(Study material begins)

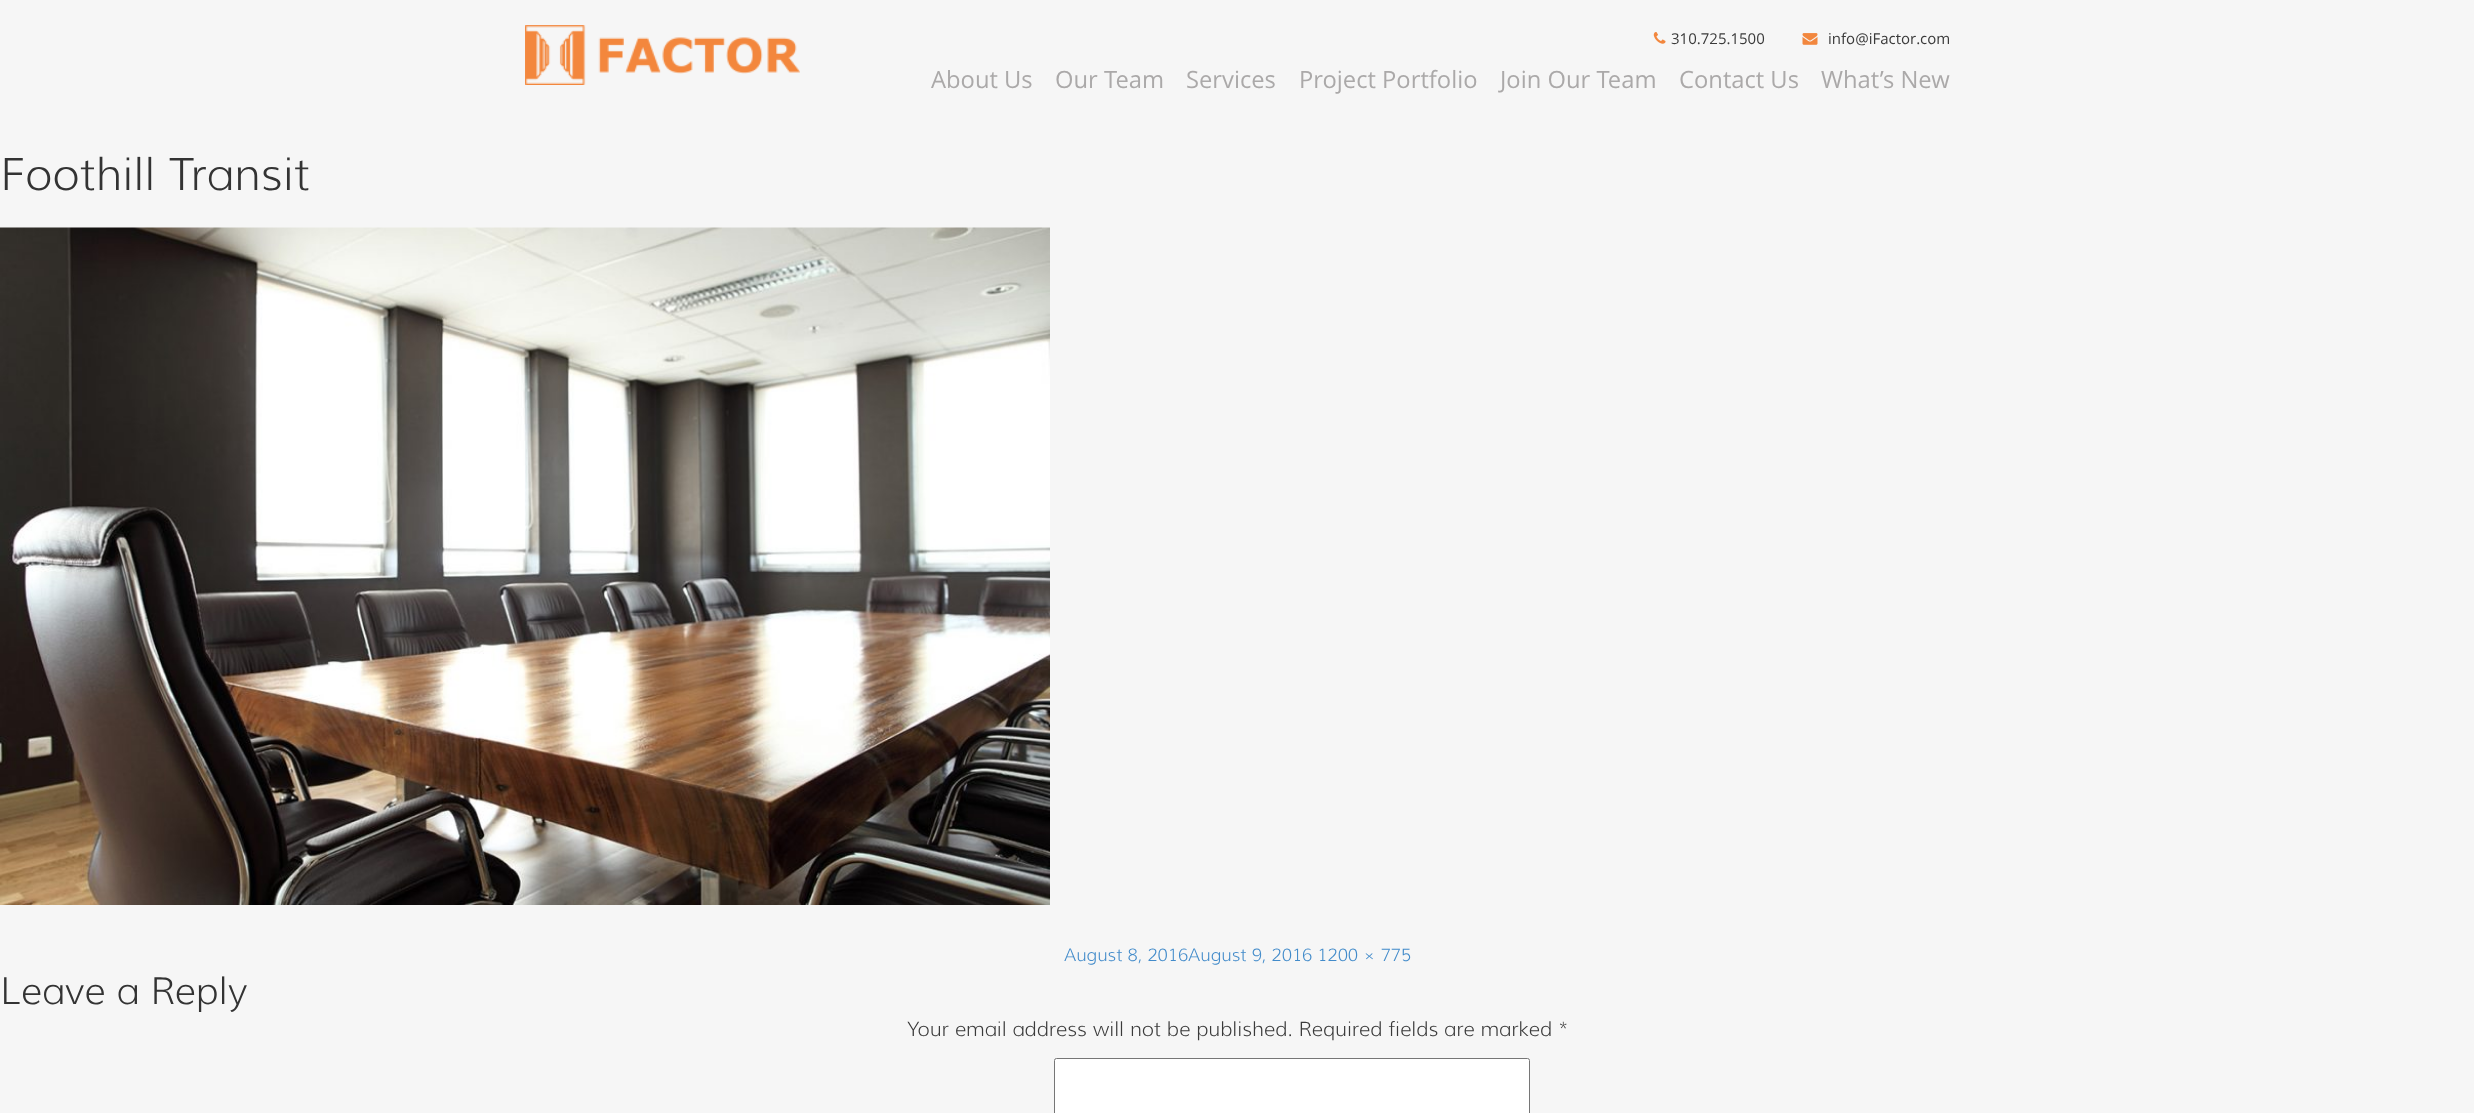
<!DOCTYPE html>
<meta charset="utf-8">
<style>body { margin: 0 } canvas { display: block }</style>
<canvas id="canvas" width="2474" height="1113"></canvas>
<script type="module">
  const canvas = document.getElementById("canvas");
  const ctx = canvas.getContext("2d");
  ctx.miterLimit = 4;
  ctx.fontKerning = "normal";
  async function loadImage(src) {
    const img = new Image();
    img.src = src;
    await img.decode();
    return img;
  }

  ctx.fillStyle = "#f6f6f6";
  ctx.fillRect(0, 0, 2474, 1113);
  ctx.drawImage(await loadImage("img1.png"), 525, 25, 275, 60);
  ctx.drawImage(await loadImage("img2.png"), 1653, 32, 13, 12);
  ctx.font = "15px Open Sans";
  ctx.fillStyle = "#3a3a3a";
  ctx.fillText("310.725.1500", 1671, 44);
  ctx.drawImage(await loadImage("img3.png"), 1802, 33, 16, 12);
  ctx.fillText("info@iFactor.com", 1828, 44);
  ctx.font = "23.75px Open Sans";
  ctx.fillStyle = "#aba9a9";
  ctx.fillText("About Us", 931, 88);
  ctx.fillText("Our Team", 1055, 88);
  ctx.fillText("Services", 1186, 88);
  ctx.fillText("Project Portfolio", 1299, 88);
  ctx.fillText("Join Our Team", 1500, 88);
  ctx.fillText("Contact Us", 1679, 88);
  ctx.fillText("What’s New", 1821, 88);
  ctx.font = "300 45px Muli";
  ctx.fillStyle = "#333333";
  ctx.fillText("Foothill Transit", 0, 190);
  ctx.drawImage(await loadImage("img4.png"), 0, 227, 1050, 678);
  ctx.font = "300 17.5px Muli";
  ctx.fillStyle = "#428bca";
  ctx.fillText("August 8, 2016August 9, 2016 1200 × 775", 1064, 961);
  ctx.font = "300 37.5px Muli";
  ctx.fillStyle = "#333333";
  ctx.fillText("Leave a Reply", 0, 1004);
  ctx.font = "300 20px Muli";
  ctx.fillStyle = "#3a3a3a";
  ctx.fillText("Your email address will not be published. Required fields are marked *", 907, 1036);
  ctx.fillStyle = "#ffffff";
  ctx.beginPath();
  ctx.roundRect(1054.5, 1058.5, 475, 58, 2);
  ctx.fill();
  ctx.strokeStyle = "#767676";
  ctx.stroke();
</script>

(Study material ends)

**Exercise directions**
Identify the lines in the entries that hold "const" and return each one.

**Problem solution**
  const canvas = document.getElementById("canvas");
  const ctx = canvas.getContext("2d");
    const img = new Image();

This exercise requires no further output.